> [TASK REQUIREMENTS]
Return the data below in full, exactly as it stands.

> [STUDY MATERIAL]
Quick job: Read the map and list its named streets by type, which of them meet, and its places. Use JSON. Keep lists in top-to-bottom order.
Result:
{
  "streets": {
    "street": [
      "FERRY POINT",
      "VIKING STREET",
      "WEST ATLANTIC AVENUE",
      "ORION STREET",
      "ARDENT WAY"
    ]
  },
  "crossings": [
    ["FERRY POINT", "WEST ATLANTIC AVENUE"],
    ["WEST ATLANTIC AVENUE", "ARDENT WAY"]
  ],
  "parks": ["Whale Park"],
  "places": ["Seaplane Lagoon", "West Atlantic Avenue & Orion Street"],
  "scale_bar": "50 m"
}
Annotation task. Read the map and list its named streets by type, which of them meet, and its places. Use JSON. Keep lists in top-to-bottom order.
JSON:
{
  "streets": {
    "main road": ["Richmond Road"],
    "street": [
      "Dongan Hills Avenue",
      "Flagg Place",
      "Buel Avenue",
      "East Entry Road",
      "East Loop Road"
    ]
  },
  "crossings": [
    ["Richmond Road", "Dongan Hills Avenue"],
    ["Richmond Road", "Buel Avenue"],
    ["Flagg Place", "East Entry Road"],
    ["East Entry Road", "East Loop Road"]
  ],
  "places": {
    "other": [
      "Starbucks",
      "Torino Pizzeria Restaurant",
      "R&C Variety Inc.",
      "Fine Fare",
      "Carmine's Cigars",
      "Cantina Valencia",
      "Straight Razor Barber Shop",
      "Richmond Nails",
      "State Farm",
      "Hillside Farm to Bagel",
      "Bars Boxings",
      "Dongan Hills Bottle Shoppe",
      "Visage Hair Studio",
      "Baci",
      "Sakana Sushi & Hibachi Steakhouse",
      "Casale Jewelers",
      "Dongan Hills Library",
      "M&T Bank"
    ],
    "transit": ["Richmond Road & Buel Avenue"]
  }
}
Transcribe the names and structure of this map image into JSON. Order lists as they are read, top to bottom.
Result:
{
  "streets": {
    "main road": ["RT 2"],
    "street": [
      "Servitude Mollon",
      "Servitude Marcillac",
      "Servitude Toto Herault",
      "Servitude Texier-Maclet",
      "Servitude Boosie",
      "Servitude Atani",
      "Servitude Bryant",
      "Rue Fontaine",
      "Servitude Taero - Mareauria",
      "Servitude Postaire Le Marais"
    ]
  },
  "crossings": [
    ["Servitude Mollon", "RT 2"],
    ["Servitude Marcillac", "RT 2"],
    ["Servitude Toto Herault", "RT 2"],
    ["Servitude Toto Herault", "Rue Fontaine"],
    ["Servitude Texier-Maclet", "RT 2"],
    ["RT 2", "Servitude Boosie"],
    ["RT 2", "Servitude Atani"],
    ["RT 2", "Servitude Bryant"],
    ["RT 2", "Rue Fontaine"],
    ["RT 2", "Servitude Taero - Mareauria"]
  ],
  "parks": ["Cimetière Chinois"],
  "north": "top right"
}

> [WRITTEN ANSWER]
Quick job: Read the map and list its named streets by type, which of them meet, and its places. Use JSON. Keep lists in top-to-bottom order.
Result:
{
  "streets": {
    "street": [
      "FERRY POINT",
      "VIKING STREET",
      "WEST ATLANTIC AVENUE",
      "ORION STREET",
      "ARDENT WAY"
    ]
  },
  "crossings": [
    ["FERRY POINT", "WEST ATLANTIC AVENUE"],
    ["WEST ATLANTIC AVENUE", "ARDENT WAY"]
  ],
  "parks": ["Whale Park"],
  "places": ["Seaplane Lagoon", "West Atlantic Avenue & Orion Street"],
  "scale_bar": "50 m"
}
Annotation task. Read the map and list its named streets by type, which of them meet, and its places. Use JSON. Keep lists in top-to-bottom order.
JSON:
{
  "streets": {
    "main road": ["Richmond Road"],
    "street": [
      "Dongan Hills Avenue",
      "Flagg Place",
      "Buel Avenue",
      "East Entry Road",
      "East Loop Road"
    ]
  },
  "crossings": [
    ["Richmond Road", "Dongan Hills Avenue"],
    ["Richmond Road", "Buel Avenue"],
    ["Flagg Place", "East Entry Road"],
    ["East Entry Road", "East Loop Road"]
  ],
  "places": {
    "other": [
      "Starbucks",
      "Torino Pizzeria Restaurant",
      "R&C Variety Inc.",
      "Fine Fare",
      "Carmine's Cigars",
      "Cantina Valencia",
      "Straight Razor Barber Shop",
      "Richmond Nails",
      "State Farm",
      "Hillside Farm to Bagel",
      "Bars Boxings",
      "Dongan Hills Bottle Shoppe",
      "Visage Hair Studio",
      "Baci",
      "Sakana Sushi & Hibachi Steakhouse",
      "Casale Jewelers",
      "Dongan Hills Library",
      "M&T Bank"
    ],
    "transit": ["Richmond Road & Buel Avenue"]
  }
}
Transcribe the names and structure of this map image into JSON. Order lists as they are read, top to bottom.
Result:
{
  "streets": {
    "main road": ["RT 2"],
    "street": [
      "Servitude Mollon",
      "Servitude Marcillac",
      "Servitude Toto Herault",
      "Servitude Texier-Maclet",
      "Servitude Boosie",
      "Servitude Atani",
      "Servitude Bryant",
      "Rue Fontaine",
      "Servitude Taero - Mareauria",
      "Servitude Postaire Le Marais"
    ]
  },
  "crossings": [
    ["Servitude Mollon", "RT 2"],
    ["Servitude Marcillac", "RT 2"],
    ["Servitude Toto Herault", "RT 2"],
    ["Servitude Toto Herault", "Rue Fontaine"],
    ["Servitude Texier-Maclet", "RT 2"],
    ["RT 2", "Servitude Boosie"],
    ["RT 2", "Servitude Atani"],
    ["RT 2", "Servitude Bryant"],
    ["RT 2", "Rue Fontaine"],
    ["RT 2", "Servitude Taero - Mareauria"]
  ],
  "parks": ["Cimetière Chinois"],
  "north": "top right"
}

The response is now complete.